* WHAT THE TASK REQUIRES
Every entry below is to be copied exactly, apart from any picture it holds.

(Bounding boxes with keypoints)

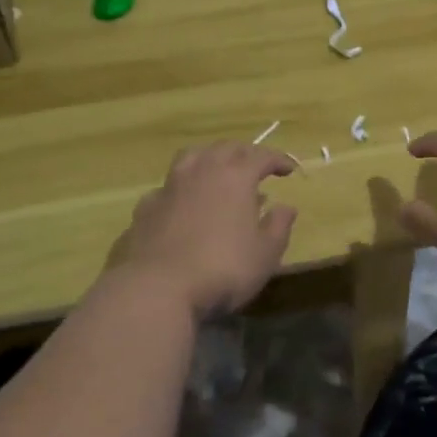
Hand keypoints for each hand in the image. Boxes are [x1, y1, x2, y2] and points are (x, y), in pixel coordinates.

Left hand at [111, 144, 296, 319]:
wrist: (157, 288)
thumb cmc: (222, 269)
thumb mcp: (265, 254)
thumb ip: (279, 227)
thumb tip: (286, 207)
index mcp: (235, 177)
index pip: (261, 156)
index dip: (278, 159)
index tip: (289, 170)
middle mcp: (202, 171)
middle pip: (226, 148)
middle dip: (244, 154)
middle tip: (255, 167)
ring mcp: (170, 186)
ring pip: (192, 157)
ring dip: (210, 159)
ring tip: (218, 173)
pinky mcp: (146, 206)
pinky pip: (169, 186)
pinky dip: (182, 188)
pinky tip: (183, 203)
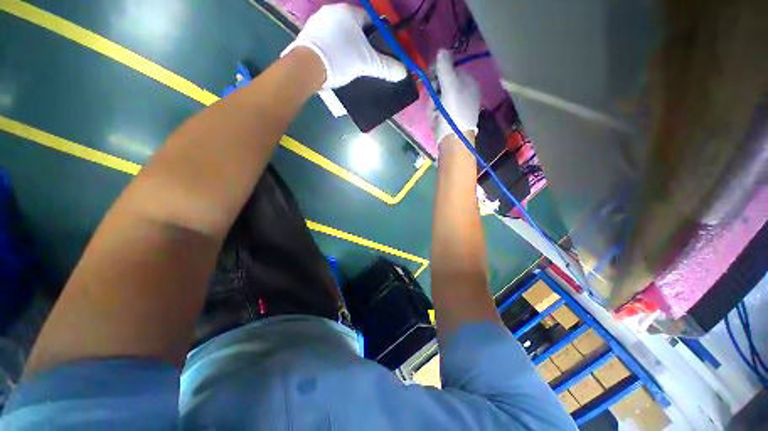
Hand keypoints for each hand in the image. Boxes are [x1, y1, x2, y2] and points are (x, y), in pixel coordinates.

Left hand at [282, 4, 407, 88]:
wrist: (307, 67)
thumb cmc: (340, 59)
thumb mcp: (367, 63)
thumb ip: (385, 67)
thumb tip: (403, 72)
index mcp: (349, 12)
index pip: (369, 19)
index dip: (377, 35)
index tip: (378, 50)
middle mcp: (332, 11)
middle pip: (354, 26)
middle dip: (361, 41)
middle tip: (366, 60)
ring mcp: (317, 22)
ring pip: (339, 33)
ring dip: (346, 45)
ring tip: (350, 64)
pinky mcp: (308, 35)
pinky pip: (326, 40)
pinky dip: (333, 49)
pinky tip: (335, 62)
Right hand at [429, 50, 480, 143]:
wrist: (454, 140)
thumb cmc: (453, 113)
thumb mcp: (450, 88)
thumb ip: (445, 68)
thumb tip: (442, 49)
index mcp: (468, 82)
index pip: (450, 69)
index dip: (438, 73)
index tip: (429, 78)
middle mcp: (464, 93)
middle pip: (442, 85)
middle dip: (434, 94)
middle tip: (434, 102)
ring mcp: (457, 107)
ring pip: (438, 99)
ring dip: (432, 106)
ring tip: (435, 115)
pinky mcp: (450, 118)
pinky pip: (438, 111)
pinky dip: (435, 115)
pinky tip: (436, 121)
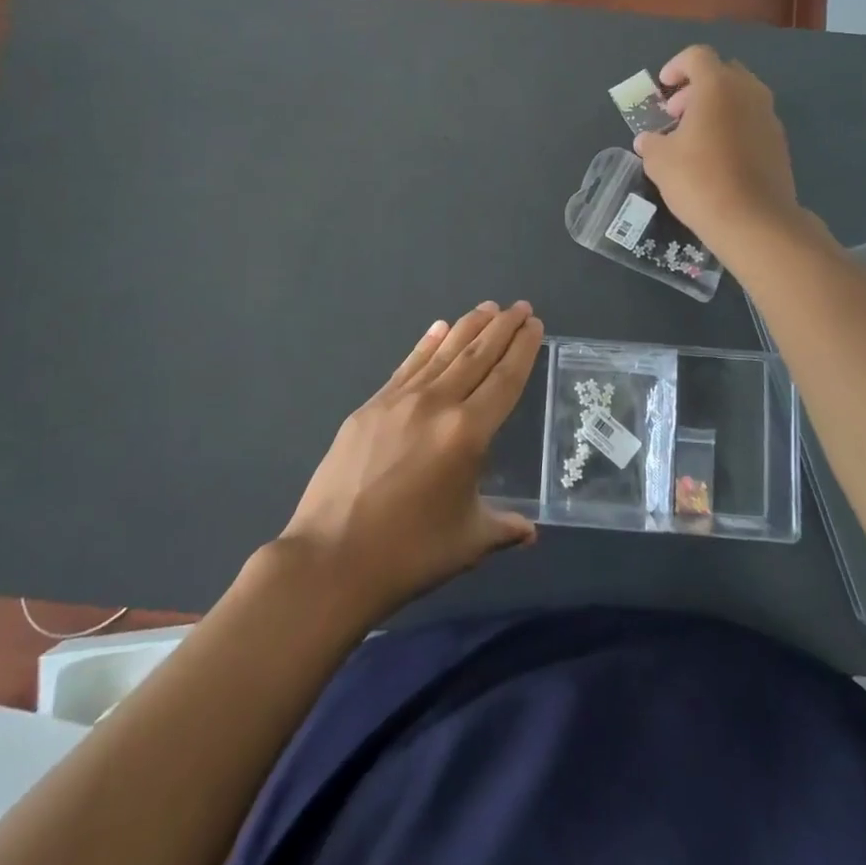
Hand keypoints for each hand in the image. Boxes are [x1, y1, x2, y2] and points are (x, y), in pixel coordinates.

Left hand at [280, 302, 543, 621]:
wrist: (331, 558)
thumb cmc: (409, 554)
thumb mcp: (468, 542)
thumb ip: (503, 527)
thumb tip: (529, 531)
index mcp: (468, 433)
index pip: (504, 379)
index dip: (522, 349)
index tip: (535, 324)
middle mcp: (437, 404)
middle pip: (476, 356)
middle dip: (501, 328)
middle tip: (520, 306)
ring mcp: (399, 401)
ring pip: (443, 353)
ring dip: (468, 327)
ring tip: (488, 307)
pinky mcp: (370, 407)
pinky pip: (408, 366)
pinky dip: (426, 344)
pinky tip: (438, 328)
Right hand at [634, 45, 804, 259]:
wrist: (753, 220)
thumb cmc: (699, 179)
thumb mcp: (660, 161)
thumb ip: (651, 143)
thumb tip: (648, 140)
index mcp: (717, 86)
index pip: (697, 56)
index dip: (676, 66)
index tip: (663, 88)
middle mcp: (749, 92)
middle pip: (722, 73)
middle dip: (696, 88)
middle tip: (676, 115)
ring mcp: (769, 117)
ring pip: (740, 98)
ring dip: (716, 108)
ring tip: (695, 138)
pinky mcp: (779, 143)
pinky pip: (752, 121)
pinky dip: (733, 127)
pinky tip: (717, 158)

* EXERCISE RESPONSE
Hand keypoints for each hand in the image. Boxes are [x1, y1, x2, y2] and points are (x, y), in pixel coordinates.

Left hand at [111, 144, 296, 319]:
wrist: (157, 288)
thumb cmc: (222, 269)
thumb mcp: (265, 254)
thumb ip: (279, 227)
thumb tip: (286, 207)
index mcp: (235, 177)
index pip: (261, 156)
index dip: (278, 159)
index tip: (289, 170)
middle mcp: (202, 171)
middle pip: (226, 148)
middle dip: (244, 154)
middle tip: (255, 167)
ring mcp: (170, 186)
ring pip: (192, 157)
ring dip: (210, 159)
ring tip: (218, 173)
pinky mcp: (146, 206)
pinky pip: (169, 186)
pinky dip: (182, 188)
pinky tip: (183, 203)
Hand keypoints for each hand in the image. Boxes are [x1, y1, x2, y2] and points are (x, y), in pixel coordinates.

Left hand at [282, 4, 407, 88]:
wrist: (307, 67)
thumb cmc: (340, 59)
thumb mcp: (367, 63)
thumb ip: (385, 67)
thumb tip: (403, 72)
index mcp: (349, 12)
index pip: (369, 19)
index dip: (377, 35)
index tip: (378, 50)
middle mcp: (332, 11)
middle pip: (354, 26)
middle dip: (361, 41)
middle tip: (366, 60)
ring mcp: (317, 22)
ring pip: (339, 33)
ring dip: (346, 45)
ring tip: (350, 64)
pinky mcp: (308, 35)
pinky pip: (326, 40)
pinky dip: (333, 49)
pinky tip: (335, 62)
Right hand at [429, 50, 480, 143]:
wrist: (454, 140)
thumb cmc: (453, 113)
thumb mcp: (450, 88)
thumb ip: (445, 68)
thumb tip: (442, 49)
index mcp: (468, 82)
index pip: (450, 69)
index dip: (438, 73)
index tip: (429, 78)
middle mcp: (464, 93)
middle pip: (442, 85)
middle dip: (434, 94)
middle tip: (434, 102)
ring mcp: (457, 107)
ring pip: (438, 99)
ring dip: (432, 106)
ring tip: (435, 115)
pinky mcp: (450, 118)
pinky pip: (438, 111)
pinky dip: (435, 115)
pinky tip: (436, 121)
Hand keypoints for each hand in the image. Boxes are [x1, y1, x2, y2] and points are (x, y), in pixel coordinates.

Left hand at [280, 302, 543, 621]:
wrist: (331, 558)
thumb cmc: (409, 554)
thumb mcp: (468, 542)
thumb ip: (503, 527)
thumb tip: (529, 531)
index mcp: (468, 433)
index pip: (504, 379)
index dip: (522, 349)
index tip: (535, 324)
middle mcp: (437, 404)
middle pip: (476, 356)
middle dip: (501, 328)
middle tip: (520, 306)
ring mcp: (399, 401)
ring pip: (443, 353)
ring dip: (468, 327)
ring tip: (488, 307)
pinky mcp: (370, 407)
pinky pip: (408, 366)
pinky dip: (426, 344)
pinky tip: (438, 328)
Right hand at [634, 45, 804, 259]:
wrist: (753, 220)
thumb cmc: (699, 179)
thumb mcp: (660, 161)
thumb ip: (651, 143)
thumb tip: (648, 140)
index mcp: (717, 86)
index pip: (697, 56)
index dip: (676, 66)
index tip: (663, 88)
middle mcp: (749, 92)
middle pip: (722, 73)
middle dip: (696, 88)
middle tip: (676, 115)
ring mcp: (769, 117)
ring pip: (740, 98)
ring dip: (716, 108)
ring tip: (695, 138)
pinky mcp: (779, 143)
pinky pip: (752, 121)
pinky dip: (733, 127)
pinky tip: (717, 158)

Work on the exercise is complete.